=== Provided entries ===

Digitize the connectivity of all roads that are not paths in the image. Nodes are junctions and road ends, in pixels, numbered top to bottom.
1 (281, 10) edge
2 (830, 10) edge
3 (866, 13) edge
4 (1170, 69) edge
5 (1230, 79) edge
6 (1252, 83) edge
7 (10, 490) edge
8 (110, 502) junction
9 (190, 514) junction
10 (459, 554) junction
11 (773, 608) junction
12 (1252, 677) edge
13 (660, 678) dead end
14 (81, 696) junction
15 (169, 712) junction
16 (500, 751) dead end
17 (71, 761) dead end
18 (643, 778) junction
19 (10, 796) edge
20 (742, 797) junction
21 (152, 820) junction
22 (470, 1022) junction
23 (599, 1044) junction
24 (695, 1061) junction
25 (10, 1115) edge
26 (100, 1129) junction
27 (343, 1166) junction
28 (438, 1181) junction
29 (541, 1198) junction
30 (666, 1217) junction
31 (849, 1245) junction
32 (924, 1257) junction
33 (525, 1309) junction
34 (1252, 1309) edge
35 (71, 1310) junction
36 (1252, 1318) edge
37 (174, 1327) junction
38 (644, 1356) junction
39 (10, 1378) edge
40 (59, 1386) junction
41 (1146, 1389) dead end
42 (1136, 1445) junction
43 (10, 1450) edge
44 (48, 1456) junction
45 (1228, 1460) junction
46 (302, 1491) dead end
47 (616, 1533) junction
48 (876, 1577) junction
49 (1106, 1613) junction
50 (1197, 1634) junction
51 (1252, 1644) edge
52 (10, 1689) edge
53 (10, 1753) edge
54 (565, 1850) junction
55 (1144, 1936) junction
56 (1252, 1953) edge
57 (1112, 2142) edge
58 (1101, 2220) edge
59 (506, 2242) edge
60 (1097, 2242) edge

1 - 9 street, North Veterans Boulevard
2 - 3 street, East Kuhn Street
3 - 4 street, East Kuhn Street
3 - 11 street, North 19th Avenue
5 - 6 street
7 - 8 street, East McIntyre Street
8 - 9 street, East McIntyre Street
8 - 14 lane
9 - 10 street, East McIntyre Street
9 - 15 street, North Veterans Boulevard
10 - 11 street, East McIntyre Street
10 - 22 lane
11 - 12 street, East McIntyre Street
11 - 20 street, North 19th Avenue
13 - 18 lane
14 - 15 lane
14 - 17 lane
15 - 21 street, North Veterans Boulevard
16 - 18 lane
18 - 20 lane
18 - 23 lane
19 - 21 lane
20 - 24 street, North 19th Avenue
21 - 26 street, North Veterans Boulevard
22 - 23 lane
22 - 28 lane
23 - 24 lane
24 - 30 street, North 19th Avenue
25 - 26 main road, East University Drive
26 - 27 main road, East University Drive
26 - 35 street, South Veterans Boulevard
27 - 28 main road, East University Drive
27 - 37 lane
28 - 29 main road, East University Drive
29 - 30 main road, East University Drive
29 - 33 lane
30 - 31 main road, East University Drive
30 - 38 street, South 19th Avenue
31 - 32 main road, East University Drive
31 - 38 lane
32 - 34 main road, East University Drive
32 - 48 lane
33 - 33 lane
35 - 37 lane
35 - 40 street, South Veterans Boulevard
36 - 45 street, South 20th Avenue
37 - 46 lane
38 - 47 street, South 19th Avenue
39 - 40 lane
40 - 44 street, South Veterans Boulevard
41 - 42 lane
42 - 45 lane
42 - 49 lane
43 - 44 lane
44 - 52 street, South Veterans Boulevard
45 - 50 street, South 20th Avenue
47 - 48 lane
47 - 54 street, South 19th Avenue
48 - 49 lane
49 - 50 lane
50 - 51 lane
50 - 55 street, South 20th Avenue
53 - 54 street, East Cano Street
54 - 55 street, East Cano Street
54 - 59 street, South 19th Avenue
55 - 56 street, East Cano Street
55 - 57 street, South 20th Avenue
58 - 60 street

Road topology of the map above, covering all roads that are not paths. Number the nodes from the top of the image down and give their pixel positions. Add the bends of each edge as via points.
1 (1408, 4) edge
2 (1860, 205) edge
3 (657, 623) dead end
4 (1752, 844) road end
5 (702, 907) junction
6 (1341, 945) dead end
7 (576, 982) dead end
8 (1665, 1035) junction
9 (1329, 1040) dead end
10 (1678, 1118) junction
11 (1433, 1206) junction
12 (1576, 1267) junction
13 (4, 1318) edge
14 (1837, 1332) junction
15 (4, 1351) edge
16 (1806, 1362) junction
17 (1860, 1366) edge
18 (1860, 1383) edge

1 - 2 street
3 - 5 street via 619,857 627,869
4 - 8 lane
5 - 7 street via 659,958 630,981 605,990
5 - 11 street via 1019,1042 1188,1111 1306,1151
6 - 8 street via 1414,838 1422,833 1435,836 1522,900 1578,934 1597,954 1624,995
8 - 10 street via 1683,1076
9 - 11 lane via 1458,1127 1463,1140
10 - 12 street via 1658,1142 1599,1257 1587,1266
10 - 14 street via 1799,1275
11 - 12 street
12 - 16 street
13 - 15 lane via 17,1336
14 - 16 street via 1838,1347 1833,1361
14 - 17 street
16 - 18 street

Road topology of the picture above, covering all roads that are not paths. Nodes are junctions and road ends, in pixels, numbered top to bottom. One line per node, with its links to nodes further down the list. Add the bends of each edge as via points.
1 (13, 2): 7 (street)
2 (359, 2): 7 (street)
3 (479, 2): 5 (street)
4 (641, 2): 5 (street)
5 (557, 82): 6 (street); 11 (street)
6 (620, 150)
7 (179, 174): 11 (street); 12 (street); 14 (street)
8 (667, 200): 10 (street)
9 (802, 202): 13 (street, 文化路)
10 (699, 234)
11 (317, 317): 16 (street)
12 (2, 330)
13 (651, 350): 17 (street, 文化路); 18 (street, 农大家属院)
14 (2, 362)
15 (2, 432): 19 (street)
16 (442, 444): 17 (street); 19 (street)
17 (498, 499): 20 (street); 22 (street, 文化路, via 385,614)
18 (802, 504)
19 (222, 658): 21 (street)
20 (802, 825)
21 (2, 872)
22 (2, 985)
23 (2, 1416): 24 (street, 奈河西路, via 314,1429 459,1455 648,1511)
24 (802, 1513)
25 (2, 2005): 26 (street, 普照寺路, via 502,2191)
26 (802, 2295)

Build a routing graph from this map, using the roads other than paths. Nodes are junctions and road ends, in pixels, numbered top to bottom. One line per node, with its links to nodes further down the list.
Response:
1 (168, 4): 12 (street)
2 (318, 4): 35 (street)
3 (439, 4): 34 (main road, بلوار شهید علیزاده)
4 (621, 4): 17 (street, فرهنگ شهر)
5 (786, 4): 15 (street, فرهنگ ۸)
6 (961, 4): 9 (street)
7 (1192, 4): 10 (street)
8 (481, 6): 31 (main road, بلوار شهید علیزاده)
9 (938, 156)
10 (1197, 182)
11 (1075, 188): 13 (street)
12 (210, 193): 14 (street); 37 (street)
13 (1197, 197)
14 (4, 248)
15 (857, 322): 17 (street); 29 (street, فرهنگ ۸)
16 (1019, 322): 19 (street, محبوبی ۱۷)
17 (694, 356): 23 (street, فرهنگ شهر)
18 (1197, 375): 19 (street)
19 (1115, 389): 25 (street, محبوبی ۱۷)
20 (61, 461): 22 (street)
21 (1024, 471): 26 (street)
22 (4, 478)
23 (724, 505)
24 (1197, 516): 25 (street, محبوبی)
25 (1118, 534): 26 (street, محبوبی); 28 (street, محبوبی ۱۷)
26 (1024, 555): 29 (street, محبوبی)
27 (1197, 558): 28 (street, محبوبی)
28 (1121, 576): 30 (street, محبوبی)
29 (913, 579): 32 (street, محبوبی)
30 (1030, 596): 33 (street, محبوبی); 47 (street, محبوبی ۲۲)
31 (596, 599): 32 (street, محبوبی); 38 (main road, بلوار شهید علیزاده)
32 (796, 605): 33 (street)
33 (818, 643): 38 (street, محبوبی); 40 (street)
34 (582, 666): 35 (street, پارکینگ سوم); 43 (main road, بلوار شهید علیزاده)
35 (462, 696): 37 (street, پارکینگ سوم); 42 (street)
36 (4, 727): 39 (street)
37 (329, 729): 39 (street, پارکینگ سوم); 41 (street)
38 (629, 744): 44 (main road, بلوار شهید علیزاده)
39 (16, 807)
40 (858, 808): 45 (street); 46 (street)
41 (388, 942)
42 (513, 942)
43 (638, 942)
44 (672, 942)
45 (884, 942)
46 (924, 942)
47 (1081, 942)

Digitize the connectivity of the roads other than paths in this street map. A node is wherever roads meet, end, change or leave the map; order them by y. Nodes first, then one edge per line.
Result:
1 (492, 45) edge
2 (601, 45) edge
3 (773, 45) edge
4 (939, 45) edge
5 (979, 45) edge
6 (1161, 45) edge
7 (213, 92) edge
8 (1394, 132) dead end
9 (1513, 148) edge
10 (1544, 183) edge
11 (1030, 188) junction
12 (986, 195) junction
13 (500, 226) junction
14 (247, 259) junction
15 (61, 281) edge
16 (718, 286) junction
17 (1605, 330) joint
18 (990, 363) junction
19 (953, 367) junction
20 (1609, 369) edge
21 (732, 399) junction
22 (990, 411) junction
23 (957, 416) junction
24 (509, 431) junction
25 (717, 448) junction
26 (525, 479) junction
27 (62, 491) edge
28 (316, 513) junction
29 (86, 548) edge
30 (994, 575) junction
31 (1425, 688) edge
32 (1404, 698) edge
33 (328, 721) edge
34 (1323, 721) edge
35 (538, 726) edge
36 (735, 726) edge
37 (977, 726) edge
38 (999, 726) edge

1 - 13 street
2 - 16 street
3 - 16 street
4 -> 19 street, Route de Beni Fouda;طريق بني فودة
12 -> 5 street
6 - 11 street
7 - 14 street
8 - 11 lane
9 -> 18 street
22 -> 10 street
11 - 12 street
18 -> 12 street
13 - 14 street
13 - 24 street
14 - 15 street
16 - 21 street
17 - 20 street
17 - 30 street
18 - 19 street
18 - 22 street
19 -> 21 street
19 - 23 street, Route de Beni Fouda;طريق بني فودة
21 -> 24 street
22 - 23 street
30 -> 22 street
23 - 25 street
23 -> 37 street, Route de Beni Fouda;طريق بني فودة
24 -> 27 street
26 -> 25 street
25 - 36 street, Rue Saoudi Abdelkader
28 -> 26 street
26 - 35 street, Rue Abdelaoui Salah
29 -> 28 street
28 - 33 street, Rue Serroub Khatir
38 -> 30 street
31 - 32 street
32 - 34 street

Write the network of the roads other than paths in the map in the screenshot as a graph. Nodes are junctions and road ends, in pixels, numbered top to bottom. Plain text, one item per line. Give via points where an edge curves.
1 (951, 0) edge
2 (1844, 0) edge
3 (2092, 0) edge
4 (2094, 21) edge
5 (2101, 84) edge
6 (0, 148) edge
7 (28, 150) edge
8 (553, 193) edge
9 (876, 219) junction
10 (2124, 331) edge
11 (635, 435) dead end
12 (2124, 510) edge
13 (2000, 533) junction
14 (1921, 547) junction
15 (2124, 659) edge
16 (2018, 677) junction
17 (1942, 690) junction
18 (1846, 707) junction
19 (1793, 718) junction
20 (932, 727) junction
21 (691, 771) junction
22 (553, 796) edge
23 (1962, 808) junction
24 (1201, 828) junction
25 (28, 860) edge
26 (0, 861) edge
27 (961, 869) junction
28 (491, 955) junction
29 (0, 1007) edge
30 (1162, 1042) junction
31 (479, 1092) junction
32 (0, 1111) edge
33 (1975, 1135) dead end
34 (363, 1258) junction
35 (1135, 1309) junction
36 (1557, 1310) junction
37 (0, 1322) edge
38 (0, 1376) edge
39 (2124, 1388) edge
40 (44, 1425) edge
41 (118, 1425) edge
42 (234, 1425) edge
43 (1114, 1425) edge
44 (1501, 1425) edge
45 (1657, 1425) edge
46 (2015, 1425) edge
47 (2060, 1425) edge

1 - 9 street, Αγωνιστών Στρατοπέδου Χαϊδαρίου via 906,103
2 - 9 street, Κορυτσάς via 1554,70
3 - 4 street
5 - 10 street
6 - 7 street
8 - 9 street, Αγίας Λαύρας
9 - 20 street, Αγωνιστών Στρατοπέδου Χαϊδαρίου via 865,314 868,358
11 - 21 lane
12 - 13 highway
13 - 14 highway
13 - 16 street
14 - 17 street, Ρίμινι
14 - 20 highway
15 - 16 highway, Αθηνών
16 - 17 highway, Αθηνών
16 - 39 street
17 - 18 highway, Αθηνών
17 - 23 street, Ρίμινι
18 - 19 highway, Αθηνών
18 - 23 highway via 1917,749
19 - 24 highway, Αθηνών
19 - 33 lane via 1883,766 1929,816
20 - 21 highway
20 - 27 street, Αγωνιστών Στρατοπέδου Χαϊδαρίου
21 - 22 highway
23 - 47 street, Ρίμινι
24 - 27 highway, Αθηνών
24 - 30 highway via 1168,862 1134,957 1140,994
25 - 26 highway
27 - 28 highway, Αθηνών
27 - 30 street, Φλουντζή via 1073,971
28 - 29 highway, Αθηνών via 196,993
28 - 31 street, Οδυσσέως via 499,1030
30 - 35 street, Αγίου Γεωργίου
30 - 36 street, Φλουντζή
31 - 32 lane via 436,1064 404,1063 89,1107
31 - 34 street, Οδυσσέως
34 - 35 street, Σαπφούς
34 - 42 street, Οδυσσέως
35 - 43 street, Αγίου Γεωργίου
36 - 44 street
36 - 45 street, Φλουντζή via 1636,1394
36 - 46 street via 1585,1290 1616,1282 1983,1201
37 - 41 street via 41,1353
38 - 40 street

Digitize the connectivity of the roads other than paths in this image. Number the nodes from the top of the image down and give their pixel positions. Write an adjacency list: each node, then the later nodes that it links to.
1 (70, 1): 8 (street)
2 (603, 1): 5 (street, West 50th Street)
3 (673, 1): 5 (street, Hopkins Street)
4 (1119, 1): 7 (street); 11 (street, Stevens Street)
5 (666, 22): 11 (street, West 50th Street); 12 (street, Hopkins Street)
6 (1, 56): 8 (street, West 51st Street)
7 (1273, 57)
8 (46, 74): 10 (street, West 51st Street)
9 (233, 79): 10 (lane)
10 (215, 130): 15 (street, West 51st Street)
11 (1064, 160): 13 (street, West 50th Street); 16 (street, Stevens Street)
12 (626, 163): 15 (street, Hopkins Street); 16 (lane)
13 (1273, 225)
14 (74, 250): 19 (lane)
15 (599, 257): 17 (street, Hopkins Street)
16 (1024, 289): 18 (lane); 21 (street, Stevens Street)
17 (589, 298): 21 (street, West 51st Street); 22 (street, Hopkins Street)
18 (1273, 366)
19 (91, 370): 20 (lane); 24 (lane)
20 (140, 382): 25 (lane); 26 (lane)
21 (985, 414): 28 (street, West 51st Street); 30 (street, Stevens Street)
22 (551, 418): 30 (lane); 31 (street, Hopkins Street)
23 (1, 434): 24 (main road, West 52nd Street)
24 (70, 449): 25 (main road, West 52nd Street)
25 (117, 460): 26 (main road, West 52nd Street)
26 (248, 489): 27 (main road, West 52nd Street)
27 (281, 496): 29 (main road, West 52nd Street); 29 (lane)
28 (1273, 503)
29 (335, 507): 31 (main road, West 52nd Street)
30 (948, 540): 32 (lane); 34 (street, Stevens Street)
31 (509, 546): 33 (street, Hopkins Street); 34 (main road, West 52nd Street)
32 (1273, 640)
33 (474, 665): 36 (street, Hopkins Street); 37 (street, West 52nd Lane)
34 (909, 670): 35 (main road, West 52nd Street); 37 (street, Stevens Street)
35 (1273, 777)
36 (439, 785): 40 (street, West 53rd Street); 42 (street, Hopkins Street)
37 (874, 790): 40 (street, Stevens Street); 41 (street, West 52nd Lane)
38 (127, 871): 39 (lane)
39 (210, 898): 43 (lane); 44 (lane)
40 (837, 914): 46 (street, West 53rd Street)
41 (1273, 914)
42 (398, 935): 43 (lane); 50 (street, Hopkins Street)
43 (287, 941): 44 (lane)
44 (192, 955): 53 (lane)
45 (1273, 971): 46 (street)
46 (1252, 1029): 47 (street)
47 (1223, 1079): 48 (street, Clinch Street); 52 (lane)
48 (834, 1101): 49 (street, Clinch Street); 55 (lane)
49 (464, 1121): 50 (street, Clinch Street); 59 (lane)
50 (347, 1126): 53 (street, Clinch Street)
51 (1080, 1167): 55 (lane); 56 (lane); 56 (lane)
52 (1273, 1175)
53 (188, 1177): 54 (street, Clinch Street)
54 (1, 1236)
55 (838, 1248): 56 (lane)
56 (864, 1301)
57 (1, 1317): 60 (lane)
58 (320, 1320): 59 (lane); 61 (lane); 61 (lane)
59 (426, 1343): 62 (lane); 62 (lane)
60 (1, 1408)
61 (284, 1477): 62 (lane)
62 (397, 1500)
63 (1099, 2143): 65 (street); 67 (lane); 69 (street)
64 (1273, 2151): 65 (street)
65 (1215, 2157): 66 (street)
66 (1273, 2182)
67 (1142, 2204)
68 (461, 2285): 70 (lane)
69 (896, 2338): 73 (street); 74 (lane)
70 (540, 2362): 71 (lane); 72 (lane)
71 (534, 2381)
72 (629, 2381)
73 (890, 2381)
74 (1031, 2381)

===

| Directions |
Check every line of the data and give the number of them that hold the string "فودة", with no other words.

| Exercise result |
3